An in vitro method for simultaneous assessment of platinum release and liposome stability of liposomal formulations in human plasma is demonstrated. The development and assessment of the method was performed on a PEGylated liposomal formulation containing cisplatin. Complete separation of free cisplatin, encapsulated cisplatin and cisplatin bound to plasma components was achieved by capillary electrophoresis (CE) separation and simultaneous monitoring of phosphorous (phospholipid) and platinum (cisplatin) by inductively coupled plasma mass spectrometry (ICP-MS). The method allows assessment of the encapsulation efficiency of the formulation, the physical stability of liposomes as well as cisplatin leakage in human plasma. The method was applied for studying the disintegration of liposomes and the interactions of leaked cisplatin with plasma components. Triggered release of the drug into plasma by sonication was also demonstrated. Analysis of liposomal formulations with alternative phospholipid compositions containing oxaliplatin showed similar results. Thus, the present in vitro method is suitable for mimicking the in vivo drug release profile in human plasma after administration of liposomal platinum formulations to patients. This approach may be of use in early drug development as well as in quality control.

Characterization of a liposome-based formulation of oxaliplatin using capillary electrophoresis: encapsulation and leakage.

A capillary electrophoresis-based method to characterize a PEGylated liposomal drug formulation of the anti-cancer agent oxaliplatin was developed. Pharmaceutical characterization in terms of determination of the free and total oxaliplatin concentrations in the liposomal formulation was successfully performed allowing calculation of the percentage of encapsulated drug and encapsulation efficiency. The trapping efficiency was likewise calculated. The capillary electrophoresis method allowed liposome characterization in the intended formulation media (sucrose solution with low electrolyte concentration), and the attained results were consistent with inductively coupled plasma mass spectrometry measurements.
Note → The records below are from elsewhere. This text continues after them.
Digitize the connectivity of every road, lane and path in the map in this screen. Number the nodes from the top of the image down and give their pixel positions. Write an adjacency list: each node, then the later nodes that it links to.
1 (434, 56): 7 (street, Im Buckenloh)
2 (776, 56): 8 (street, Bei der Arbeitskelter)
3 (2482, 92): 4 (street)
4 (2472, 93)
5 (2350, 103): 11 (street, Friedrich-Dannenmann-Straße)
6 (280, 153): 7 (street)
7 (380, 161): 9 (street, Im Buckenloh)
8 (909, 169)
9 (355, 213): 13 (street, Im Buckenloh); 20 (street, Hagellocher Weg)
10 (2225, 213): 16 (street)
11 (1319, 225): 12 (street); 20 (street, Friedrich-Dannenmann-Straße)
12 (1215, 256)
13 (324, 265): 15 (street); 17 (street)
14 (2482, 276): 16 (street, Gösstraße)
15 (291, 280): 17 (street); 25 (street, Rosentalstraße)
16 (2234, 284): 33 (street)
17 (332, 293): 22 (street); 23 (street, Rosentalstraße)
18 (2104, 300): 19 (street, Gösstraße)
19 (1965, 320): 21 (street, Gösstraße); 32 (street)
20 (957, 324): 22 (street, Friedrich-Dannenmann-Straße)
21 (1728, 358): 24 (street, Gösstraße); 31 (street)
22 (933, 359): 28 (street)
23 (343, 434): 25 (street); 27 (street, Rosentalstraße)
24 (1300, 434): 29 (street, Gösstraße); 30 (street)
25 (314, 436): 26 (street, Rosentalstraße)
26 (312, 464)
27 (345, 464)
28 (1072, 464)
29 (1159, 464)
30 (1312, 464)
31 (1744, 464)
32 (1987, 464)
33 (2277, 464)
Accelerated drug leakage studies were initiated by the sonication of the PEGylated formulation, using an ultrasound probe, subsequently the drug leakage was determined by capillary electrophoresis. The results obtained with the PEGylated liposomes demonstrate that capillary electrophoresis may be a useful tool for the characterization of liposomal drug formulations.

Thiol-ene Monolithic Pepsin Microreactor with a 3D-Printed Interface for Efficient UPLC-MS Peptide Mapping Analyses

To improve the sample handling, and reduce cost and preparation time, of peptide mapping LC-MS workflows in protein analytical research, we here investigate the possibility of replacing conventional enzymatic digestion methods with a polymer microfluidic chip based enzyme reactor. Off-stoichiometric thiol-ene is utilized as both bulk material and as a monolithic stationary phase for immobilization of the proteolytic enzyme pepsin. The digestion efficiency of the, thiol-ene based, immobilized enzyme reactor (IMER) is compared to that of a conventional, agarose packed bed, pepsin IMER column commonly used in LC-MS based protein analyses. The chip IMER is found to rival the conventional column in terms of digestion efficiency at comparable residence time and, using a 3D-printed interface, be directly interfaceable with LC-MS.
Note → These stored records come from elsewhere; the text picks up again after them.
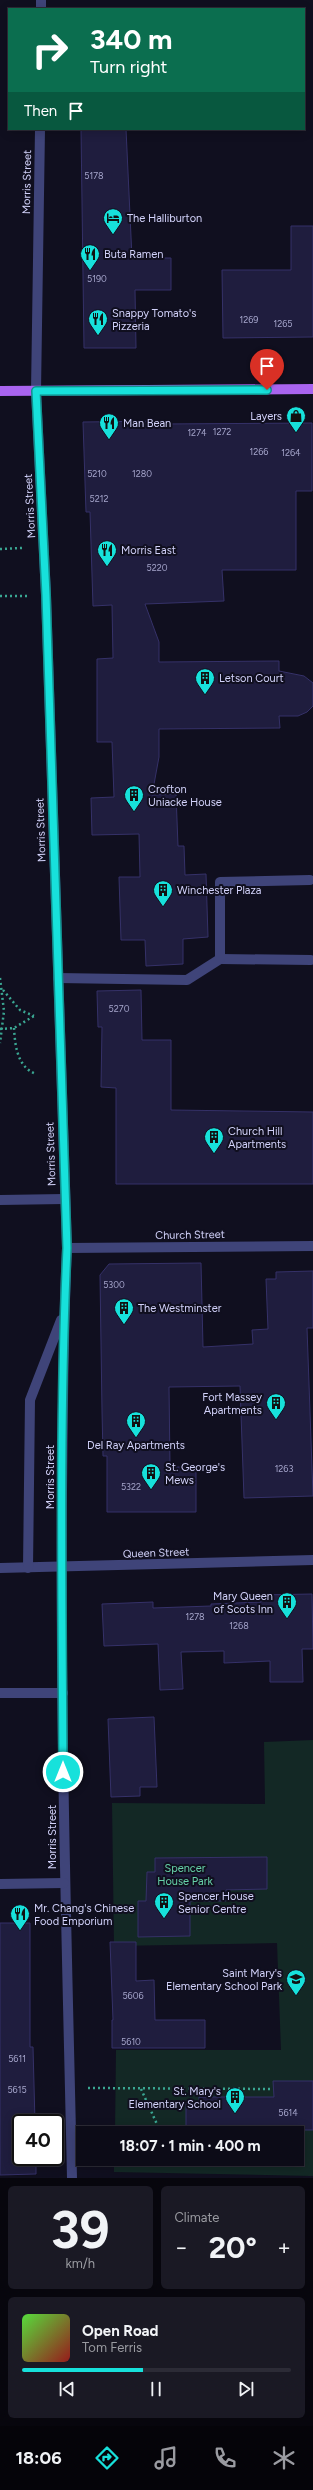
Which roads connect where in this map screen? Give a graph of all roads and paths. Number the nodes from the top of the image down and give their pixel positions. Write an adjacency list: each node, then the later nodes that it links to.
1 (40, 130): 3 (street, Morris Street)
2 (313, 389): 3 (main road)
3 (36, 391): 4 (main road); 7 (street, Morris Street)
4 (0, 392)
5 (22, 548): 6 (path)
6 (0, 549)
7 (46, 595): 8 (path); 13 (street, Morris Street)
8 (0, 596)
9 (310, 880): 10 (street)
10 (220, 959): 11 (street); 13 (street)
11 (311, 960)
12 (0, 978): 14 (path)
13 (58, 978): 19 (street, Morris Street)
14 (3, 990): 15 (path); 16 (path)
15 (14, 1028): 16 (path); 18 (path)
16 (2, 1029): 17 (path)
17 (0, 1043)
18 (36, 1074)
19 (64, 1199): 20 (street); 22 (street, Morris Street)
20 (0, 1200)
21 (313, 1246): 22 (street, Church Street)
22 (67, 1248): 23 (street, Morris Street)
23 (64, 1312): 25 (street, Morris Street); 27 (street)
24 (313, 1560): 25 (street, Queen Street)
25 (62, 1567): 27 (street, Queen Street); 29 (street, Morris Street)
26 (0, 1568): 27 (street, Queen Street)
27 (28, 1568)
28 (0, 1693): 29 (street)
29 (63, 1693): 30 (street, Morris Street)
30 (64, 1883): 31 (street); 32 (street, Morris Street)
31 (0, 1884)
32 (70, 2088): 33 (path); 36 (street, Morris Street)
33 (141, 2088): 34 (path); 35 (path)
34 (274, 2089)
35 (157, 2126)
36 (72, 2178)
Simultaneous measurement of phosphorus and platinum by Size Exclusion Chromatography coupled to Inductively Coupled Plasma Mass Spectrometry (SEC-ICPMS) using xenon as reactive collision gas for characterization of platinum drug liposomes

Liposomes have attracted intensive attention as drug delivery systems in anti-cancer therapy. Since liposomes are constructed by self-assembling of phospholipids, ICP-MS is a suitable method for simultaneous determination of liposomes and encapsulated metallic drug substances such as platinum-based drugs. An efficient method for simultaneous determination of phosphorus and platinum in liposome samples has been established based on the use of xenon as a collision gas in DRC-ICP-MS. Under the optimum conditions with respect to signal to noise ratio, the interferences were suppressed and the detection limits of phosphorus and platinum were 0.3 and 0.05 ng mL−1, respectively. Quality control was performed by using a certified reference material BCR 273 and biological reference materials. For the purpose of investigation of liposome stability and metallo-drug release from liposomes, a hyphenated method based on size exclusion chromatography was developed for separation of free and encapsulated platinum in a model liposome formulation of oxaliplatin. Moreover, an accelerated drug release study was performed by sonication of liposomal samples and using the developed hyphenated method to determine the drug leakage. It has been demonstrated that the SEC-DRC-ICP MS method was an efficient tool in the development and characterization of liposome based formulations of metallic drugs.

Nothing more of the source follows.